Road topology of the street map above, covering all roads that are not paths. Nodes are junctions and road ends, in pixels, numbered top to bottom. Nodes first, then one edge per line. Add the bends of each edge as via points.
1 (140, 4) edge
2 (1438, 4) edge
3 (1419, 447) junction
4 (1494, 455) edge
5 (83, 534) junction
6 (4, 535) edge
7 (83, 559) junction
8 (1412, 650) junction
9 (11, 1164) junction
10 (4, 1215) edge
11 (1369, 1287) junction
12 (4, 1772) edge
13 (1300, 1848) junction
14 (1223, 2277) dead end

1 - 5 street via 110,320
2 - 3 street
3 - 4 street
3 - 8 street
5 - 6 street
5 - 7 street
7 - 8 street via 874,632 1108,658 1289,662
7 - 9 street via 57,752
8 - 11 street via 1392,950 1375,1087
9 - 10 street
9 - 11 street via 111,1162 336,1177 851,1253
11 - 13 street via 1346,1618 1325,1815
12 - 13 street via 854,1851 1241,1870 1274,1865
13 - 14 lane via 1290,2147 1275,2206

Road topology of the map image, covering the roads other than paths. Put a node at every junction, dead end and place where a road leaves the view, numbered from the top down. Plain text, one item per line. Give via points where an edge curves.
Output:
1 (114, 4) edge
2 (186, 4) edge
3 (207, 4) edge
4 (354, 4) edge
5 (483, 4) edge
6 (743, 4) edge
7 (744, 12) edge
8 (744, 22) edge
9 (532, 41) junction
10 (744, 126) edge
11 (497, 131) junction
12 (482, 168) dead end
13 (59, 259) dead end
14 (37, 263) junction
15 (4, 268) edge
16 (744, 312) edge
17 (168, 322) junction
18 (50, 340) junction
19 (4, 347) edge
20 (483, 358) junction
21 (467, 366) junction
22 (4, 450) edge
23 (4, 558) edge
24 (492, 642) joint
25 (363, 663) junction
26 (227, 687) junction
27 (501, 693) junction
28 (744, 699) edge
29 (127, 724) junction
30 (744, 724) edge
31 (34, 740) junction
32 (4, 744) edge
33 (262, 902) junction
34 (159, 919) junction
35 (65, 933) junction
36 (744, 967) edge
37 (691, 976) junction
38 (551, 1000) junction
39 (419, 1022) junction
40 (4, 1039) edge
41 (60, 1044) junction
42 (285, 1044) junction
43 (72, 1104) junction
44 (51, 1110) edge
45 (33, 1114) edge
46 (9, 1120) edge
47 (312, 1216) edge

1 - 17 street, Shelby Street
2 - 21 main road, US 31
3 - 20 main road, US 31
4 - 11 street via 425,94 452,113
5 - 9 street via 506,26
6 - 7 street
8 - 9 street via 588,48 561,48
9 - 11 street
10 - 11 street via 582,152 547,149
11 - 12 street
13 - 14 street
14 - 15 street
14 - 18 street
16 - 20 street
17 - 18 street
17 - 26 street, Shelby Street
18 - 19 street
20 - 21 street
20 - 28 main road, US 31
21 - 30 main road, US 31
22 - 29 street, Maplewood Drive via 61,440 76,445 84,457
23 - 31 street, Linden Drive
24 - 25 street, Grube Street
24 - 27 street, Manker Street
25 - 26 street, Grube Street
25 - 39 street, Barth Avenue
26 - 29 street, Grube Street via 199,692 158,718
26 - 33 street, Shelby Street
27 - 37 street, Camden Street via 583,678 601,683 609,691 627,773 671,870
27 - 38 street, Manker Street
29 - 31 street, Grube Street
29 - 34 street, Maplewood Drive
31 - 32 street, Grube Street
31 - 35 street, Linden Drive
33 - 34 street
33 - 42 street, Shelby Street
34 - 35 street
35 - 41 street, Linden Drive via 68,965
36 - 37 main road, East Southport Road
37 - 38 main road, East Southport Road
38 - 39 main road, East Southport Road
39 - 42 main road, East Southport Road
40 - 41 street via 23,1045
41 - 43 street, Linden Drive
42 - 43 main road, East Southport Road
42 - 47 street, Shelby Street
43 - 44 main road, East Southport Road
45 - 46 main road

- [PROBLEM TO WORK ON]: Copy out every line in the entries above that holds "paths".

- [THE COMPLETED TASK]:
Road topology of the street map above, covering all roads that are not paths. Nodes are junctions and road ends, in pixels, numbered top to bottom. Nodes first, then one edge per line. Add the bends of each edge as via points.
Road topology of the map image, covering the roads other than paths. Put a node at every junction, dead end and place where a road leaves the view, numbered from the top down. Plain text, one item per line. Give via points where an edge curves.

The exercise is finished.